The media loves to tell tales about young people causing trouble and is quick to categorise groups of youths as gangs or to assume the ill-intentions behind a young person’s unsavoury behaviour. Seldom do we ever hear from these young people themselves and perhaps there’s part of us – as a society – that isn’t really willing to listen anyway.
With this in mind, Backtrack Boys is a much-needed contribution to the Australian discourse. This homemade documentary, directed by Catherine Scott, is a rare film that gives troubled youths a platform to speak and reclaim their self-worth. It doesn’t necessarily paint them as heroes, nor does it try to justify their behavioural issues. Rather, it focuses on the strengths of each individual featured and their capacity to reinvent themselves for the better.
The film primarily follows three boys who participate in Backtrack, a youth program based in Armidale, NSW. The program offers youths who have had trouble with the law an alternative path to rehabilitation, one vastly different to the juvenile incarceration systems set up by Australia’s legal system. Initially the film focuses on Paws Up, the program’s dog-jumping component that sees the boys paired with dog companions. In these early scenes, we’re able to see some obvious benefits to the program – one that gives teenagers something to take responsibility for, as well as giving them a chance to showcase their softer side.
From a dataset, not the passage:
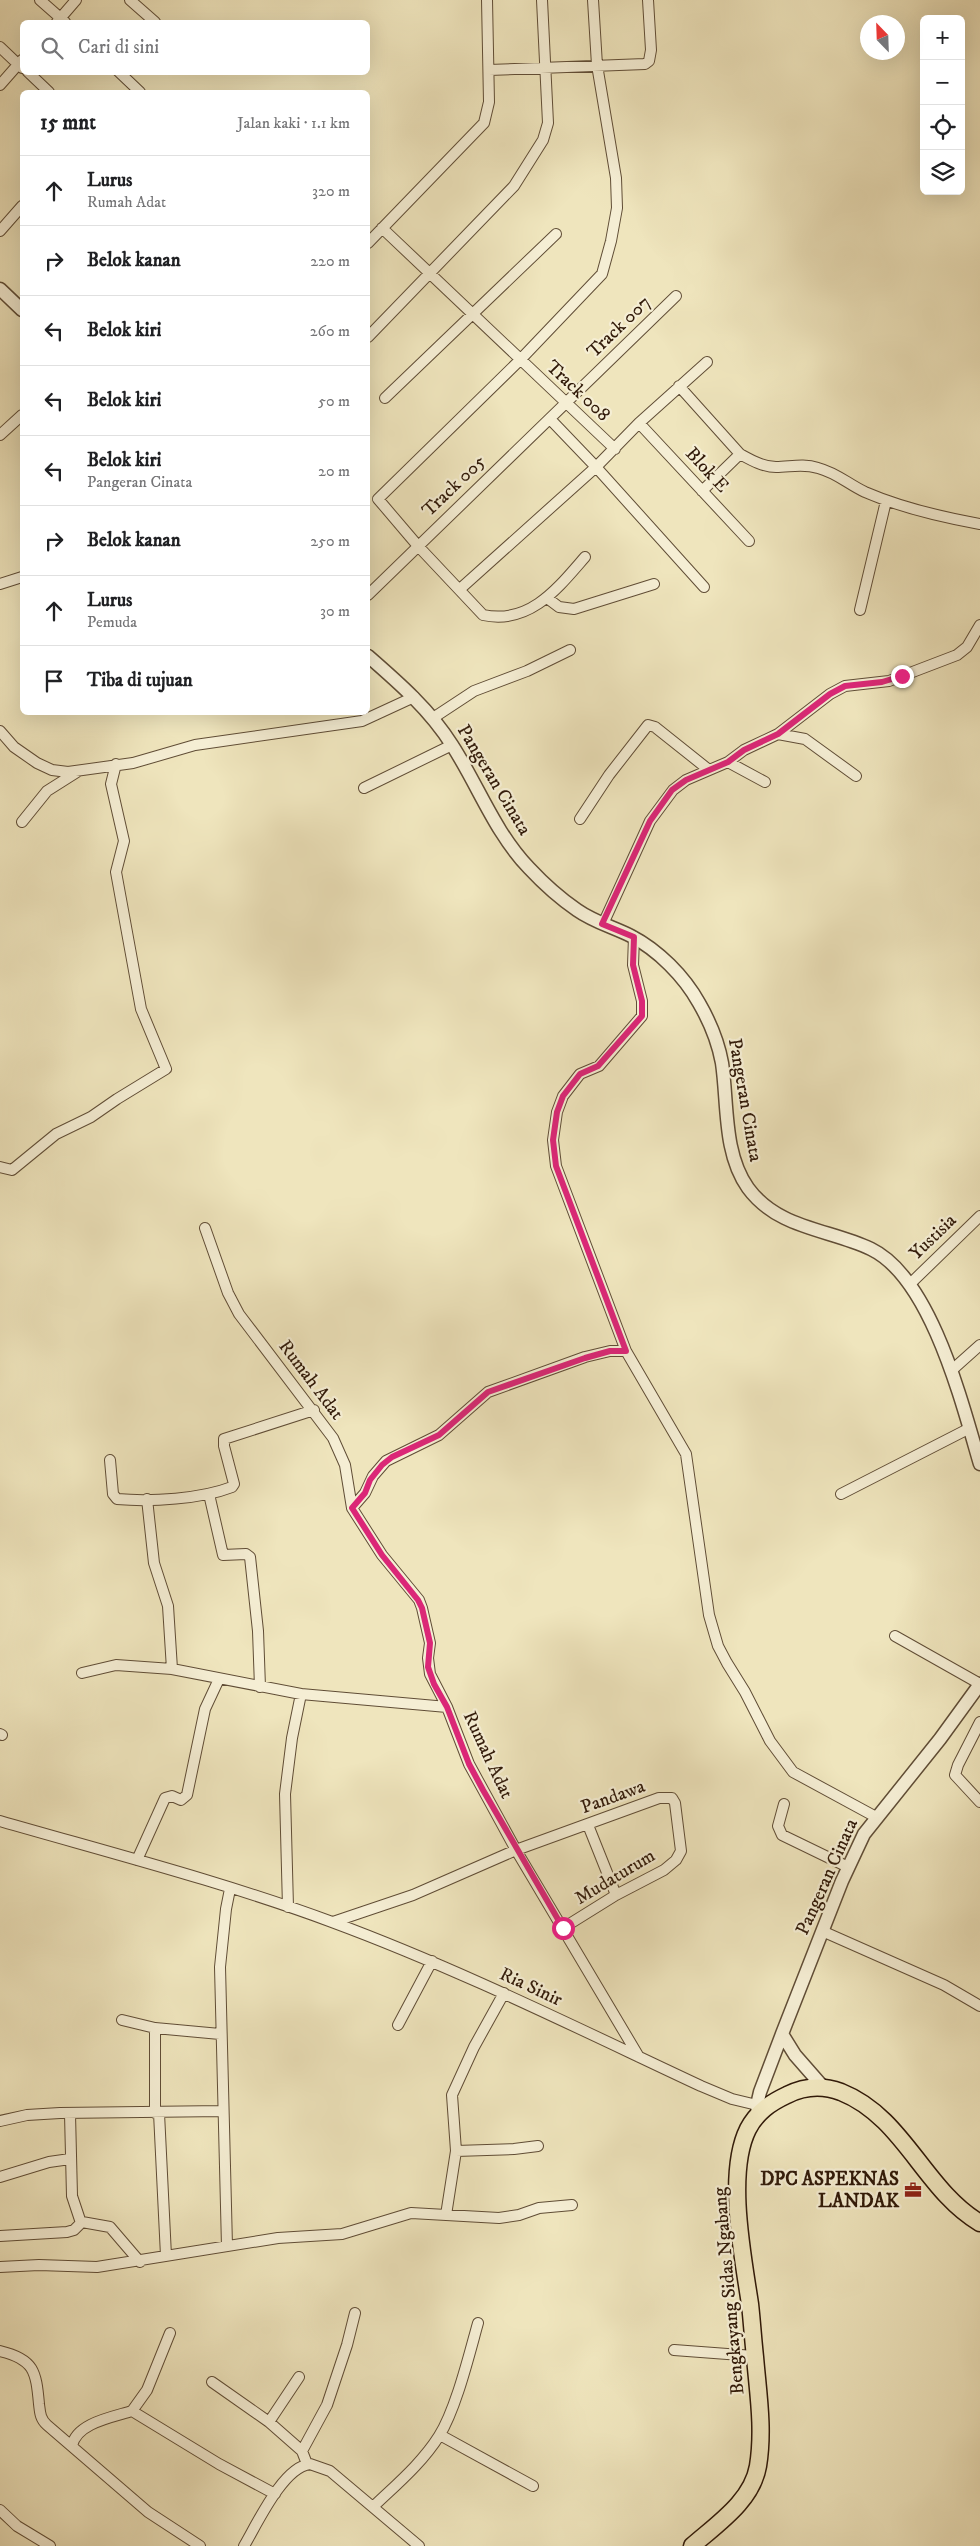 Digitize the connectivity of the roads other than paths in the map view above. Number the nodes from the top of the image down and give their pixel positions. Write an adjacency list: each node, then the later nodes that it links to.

As the documentary progresses, we learn that this isn’t purely a feel-good narrative where every participant in the program experiences a positive linear progression from juvenile delinquent to upstanding civilian, and nor should it. There are times when all three of the main boys featured – Zac, Rusty and Tyson – are in trouble with the law and we are left to watch as these boys must respond to these incidents in real time. As you watch these events play out, it really dawns on you that this is reality and that the very characters you have grown to empathise with over the course of the film might not get their happy endings.
Each of Zac, Rusty and Tyson – among other boys in the program – are given the chance to share their life stories and their rationalisations on camera, and this is where the film is at its best. As we directly hear their voices, we learn that these boys have, in many ways, drawn the short straw in life. For some of these kids, it’s behavioural disorders; for others, it’s family violence issues or the loss of a parent.
If there is a hero to this film, it’s Bernie Shakeshaft, not that he’s the type to accept much praise. As the Backtrack manager, Bernie is the father figure and mentor that so many of these boys need. The way he interacts with the participants and the amount of effort he puts in is inspiring and will no doubt make him a role model to anyone who watches the film.
It’s almost impossible not to be moved by Backtrack Boys and feel emotionally connected to the teens you meet on screen. But Scott doesn’t want you to leave with just tears in your ears or anger in your hearts; she also challenges you to think deeply about your attitudes towards rehabilitation. For the boys in the Backtrack program, it’s clear that incarceration is not the answer to their problems; for the audience, they too must consider what a better juvenile justice system in Australia might look like, not to mention how our media can communicate a less harmful narrative.
Backtrack Boys is in cinemas from 25th October through Umbrella Films.